» **Task directions**
Find all the lines in the entries below that hold the word "bottom" and copy them.

##### Records provided #####

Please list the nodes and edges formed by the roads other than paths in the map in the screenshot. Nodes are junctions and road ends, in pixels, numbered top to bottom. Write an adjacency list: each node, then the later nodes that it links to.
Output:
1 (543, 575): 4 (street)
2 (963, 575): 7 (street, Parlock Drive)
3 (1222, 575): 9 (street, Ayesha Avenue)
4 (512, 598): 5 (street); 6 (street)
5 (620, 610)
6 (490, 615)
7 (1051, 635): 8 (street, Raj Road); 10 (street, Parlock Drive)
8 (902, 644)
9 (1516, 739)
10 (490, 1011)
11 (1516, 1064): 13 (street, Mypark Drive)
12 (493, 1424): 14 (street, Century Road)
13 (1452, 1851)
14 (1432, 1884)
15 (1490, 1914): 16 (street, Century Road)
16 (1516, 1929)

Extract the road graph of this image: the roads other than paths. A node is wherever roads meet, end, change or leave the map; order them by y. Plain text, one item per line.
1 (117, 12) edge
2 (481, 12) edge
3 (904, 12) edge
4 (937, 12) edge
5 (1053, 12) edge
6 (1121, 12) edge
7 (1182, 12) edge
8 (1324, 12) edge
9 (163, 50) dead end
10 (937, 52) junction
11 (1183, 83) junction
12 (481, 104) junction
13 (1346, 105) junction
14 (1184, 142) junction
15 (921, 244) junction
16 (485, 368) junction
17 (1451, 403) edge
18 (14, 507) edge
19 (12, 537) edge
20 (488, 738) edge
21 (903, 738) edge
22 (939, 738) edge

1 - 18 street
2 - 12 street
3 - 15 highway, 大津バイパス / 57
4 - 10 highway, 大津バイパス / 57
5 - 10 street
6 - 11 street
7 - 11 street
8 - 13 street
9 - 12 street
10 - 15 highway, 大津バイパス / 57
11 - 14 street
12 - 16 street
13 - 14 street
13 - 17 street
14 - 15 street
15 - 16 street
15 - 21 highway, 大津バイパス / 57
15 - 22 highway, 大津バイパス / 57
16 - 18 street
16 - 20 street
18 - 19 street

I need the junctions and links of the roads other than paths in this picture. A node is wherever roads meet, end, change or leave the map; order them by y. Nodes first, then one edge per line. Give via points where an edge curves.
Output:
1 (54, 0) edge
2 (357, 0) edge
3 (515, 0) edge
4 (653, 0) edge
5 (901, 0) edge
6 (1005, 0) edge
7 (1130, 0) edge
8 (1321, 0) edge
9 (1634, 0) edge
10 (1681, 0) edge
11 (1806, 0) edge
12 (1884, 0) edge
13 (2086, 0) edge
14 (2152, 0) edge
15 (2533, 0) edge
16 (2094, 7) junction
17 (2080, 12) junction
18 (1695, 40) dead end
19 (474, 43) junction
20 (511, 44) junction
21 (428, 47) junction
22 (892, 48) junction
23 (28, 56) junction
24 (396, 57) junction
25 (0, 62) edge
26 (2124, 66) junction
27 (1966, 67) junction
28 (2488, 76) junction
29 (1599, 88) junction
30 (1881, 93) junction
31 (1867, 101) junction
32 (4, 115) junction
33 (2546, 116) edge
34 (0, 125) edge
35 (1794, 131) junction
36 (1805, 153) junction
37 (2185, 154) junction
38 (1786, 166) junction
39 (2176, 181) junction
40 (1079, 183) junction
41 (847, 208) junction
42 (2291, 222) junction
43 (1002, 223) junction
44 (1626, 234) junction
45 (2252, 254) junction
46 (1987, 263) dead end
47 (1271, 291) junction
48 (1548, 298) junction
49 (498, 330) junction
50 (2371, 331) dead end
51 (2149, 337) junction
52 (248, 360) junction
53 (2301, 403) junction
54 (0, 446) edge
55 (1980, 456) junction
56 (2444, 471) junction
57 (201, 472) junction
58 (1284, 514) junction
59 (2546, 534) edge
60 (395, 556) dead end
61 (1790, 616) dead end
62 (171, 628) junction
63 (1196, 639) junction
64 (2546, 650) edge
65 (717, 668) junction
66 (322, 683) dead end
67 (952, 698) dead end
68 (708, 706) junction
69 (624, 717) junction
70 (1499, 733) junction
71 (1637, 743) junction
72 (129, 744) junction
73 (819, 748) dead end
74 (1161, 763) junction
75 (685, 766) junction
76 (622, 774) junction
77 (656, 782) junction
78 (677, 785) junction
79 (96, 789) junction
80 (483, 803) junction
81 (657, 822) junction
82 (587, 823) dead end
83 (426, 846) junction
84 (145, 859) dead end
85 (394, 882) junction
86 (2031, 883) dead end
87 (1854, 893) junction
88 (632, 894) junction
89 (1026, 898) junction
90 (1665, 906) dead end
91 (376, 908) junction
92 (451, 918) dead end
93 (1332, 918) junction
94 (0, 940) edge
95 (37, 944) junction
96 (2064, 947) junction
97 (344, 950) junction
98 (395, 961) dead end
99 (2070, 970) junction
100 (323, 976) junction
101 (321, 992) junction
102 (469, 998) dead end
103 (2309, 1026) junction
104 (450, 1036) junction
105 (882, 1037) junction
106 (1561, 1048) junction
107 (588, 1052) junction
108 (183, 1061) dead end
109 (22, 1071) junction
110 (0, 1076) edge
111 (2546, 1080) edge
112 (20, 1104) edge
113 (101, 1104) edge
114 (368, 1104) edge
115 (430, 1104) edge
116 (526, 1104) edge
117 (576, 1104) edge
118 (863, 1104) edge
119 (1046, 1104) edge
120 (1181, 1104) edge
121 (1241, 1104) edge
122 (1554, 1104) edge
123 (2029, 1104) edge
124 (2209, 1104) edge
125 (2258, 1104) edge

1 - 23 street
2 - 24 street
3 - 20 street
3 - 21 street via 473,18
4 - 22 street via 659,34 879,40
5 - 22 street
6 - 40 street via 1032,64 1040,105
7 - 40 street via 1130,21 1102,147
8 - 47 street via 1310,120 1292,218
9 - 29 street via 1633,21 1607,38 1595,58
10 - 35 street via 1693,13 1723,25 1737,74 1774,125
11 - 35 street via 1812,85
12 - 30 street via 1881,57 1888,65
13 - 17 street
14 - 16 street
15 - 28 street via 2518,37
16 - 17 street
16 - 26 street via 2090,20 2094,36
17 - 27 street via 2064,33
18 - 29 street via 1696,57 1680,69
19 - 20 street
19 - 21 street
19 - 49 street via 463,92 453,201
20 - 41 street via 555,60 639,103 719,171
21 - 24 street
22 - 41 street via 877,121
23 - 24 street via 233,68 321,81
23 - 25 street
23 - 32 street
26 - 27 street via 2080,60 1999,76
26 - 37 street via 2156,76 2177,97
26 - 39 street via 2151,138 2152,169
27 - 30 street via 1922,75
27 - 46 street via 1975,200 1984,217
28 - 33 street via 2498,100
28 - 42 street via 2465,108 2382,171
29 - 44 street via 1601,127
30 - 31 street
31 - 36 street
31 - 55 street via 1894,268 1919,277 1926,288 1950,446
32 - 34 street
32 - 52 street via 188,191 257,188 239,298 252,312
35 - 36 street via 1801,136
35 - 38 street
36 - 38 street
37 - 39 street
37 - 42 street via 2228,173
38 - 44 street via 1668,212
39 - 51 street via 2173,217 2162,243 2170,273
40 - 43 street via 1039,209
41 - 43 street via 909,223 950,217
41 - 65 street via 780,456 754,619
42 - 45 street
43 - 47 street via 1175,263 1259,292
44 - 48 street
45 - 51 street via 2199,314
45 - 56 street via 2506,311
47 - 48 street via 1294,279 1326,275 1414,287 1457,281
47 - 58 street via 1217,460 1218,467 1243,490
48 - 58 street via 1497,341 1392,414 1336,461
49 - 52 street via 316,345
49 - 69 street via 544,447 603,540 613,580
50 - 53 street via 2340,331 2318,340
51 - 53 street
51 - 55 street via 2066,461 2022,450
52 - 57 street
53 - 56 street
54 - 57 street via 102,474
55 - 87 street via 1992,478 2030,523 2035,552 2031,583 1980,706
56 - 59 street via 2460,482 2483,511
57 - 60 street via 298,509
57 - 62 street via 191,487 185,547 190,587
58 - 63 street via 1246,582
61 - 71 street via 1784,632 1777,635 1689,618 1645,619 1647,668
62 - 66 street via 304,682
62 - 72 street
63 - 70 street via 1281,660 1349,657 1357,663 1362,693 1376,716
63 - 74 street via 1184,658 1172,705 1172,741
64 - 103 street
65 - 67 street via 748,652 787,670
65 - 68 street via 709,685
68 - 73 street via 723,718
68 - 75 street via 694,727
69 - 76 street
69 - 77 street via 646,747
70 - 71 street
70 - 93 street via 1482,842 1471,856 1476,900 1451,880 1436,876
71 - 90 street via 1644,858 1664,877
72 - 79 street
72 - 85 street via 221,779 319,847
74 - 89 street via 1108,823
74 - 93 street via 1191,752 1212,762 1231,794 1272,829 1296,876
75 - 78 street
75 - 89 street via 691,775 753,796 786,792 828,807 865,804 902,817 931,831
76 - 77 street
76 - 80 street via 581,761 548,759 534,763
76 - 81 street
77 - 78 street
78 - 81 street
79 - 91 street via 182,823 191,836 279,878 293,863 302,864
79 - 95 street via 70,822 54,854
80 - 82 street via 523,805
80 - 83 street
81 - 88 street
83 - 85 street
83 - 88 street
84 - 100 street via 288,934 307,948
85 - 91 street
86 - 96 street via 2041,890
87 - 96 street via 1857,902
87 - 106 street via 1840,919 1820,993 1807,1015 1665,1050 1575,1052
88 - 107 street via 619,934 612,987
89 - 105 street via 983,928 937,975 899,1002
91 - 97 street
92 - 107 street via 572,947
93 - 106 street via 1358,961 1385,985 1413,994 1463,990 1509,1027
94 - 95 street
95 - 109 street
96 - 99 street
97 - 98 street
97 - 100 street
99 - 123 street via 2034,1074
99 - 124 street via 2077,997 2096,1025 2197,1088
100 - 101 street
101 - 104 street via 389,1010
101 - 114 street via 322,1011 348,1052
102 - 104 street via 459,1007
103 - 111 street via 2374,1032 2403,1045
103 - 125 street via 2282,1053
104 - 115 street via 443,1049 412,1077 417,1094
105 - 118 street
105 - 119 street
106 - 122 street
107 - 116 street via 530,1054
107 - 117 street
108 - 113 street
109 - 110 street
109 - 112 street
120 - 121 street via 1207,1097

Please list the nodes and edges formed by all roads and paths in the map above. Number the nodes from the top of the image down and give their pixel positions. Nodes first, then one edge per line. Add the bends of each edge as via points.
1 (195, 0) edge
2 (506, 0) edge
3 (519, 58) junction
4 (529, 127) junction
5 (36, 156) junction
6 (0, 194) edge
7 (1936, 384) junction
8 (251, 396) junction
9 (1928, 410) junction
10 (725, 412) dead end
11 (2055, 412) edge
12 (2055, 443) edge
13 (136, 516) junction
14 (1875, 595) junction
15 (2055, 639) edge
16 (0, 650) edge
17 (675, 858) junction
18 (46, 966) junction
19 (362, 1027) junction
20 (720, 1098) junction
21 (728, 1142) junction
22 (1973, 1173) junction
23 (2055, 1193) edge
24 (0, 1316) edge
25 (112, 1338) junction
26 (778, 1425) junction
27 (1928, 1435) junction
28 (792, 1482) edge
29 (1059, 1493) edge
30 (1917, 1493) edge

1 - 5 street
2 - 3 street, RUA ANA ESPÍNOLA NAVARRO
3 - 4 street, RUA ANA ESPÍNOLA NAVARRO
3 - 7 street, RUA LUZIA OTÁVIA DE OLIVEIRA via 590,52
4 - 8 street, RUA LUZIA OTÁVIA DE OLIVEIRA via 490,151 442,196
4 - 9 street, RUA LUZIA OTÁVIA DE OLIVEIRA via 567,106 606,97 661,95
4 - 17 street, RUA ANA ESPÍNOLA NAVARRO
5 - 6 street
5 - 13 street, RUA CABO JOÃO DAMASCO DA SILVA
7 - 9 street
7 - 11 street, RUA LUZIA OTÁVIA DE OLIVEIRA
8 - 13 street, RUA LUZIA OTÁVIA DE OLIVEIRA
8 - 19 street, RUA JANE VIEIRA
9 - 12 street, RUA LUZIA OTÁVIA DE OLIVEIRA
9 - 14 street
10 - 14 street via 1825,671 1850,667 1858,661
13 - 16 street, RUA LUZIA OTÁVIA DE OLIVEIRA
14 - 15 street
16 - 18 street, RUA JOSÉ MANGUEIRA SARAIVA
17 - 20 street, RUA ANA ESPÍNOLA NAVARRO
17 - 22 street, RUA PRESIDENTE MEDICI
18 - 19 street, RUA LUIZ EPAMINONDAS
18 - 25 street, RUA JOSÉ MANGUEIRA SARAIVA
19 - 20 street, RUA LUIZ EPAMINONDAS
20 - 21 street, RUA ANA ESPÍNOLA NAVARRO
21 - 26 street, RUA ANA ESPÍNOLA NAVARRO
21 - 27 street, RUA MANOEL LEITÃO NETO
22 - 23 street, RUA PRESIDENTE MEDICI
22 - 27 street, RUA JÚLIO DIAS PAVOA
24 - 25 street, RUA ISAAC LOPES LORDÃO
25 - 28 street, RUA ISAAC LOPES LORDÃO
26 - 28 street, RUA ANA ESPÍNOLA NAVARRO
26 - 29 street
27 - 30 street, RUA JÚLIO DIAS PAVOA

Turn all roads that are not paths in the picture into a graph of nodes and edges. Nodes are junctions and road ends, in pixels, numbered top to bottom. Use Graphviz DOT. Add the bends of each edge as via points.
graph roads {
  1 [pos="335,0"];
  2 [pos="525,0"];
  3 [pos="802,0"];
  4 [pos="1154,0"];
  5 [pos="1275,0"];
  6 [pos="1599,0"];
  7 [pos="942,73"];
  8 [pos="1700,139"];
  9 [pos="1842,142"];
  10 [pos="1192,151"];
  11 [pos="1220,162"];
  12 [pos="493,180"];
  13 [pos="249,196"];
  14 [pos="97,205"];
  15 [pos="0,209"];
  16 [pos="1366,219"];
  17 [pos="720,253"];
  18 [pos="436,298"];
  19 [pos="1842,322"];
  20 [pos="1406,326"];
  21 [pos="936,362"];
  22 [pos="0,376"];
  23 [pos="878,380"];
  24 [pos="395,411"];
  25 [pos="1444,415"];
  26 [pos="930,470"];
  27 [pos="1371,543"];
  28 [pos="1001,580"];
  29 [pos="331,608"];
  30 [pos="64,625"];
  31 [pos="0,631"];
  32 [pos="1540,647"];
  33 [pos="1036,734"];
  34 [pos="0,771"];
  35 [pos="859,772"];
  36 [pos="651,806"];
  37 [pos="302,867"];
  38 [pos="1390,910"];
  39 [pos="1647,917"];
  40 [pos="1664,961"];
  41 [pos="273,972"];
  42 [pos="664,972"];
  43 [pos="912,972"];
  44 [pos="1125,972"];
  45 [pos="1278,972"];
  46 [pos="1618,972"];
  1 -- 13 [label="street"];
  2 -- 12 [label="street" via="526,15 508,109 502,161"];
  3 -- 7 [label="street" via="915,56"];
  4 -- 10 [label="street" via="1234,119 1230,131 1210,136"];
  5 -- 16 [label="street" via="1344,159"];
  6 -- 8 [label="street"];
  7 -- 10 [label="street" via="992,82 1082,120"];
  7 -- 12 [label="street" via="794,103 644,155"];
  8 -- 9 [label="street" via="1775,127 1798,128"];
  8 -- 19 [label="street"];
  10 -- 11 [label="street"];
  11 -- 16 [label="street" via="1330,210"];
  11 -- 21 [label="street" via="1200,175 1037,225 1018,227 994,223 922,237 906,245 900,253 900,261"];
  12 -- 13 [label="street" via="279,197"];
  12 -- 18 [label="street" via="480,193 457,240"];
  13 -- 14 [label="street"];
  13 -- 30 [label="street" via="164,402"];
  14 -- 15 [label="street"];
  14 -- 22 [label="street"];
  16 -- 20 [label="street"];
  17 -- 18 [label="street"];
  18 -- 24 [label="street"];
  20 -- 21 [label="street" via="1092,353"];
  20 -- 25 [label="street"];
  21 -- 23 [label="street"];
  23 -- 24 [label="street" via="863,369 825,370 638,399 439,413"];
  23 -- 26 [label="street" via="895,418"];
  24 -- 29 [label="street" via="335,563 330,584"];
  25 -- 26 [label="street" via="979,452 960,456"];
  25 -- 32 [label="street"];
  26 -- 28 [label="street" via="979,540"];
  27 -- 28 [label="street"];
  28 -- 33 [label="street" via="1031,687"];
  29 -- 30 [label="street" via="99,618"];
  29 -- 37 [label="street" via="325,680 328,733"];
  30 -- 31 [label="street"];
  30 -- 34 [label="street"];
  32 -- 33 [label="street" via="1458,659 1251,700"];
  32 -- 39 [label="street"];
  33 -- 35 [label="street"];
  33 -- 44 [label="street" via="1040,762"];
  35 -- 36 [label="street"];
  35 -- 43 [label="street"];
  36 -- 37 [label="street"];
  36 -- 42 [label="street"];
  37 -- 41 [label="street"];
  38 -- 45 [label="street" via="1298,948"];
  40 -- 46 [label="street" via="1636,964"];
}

#####

» **Worked solution**
Please list the nodes and edges formed by the roads other than paths in the map in the screenshot. Nodes are junctions and road ends, in pixels, numbered top to bottom. Write an adjacency list: each node, then the later nodes that it links to.
Turn all roads that are not paths in the picture into a graph of nodes and edges. Nodes are junctions and road ends, in pixels, numbered top to bottom. Use Graphviz DOT. Add the bends of each edge as via points.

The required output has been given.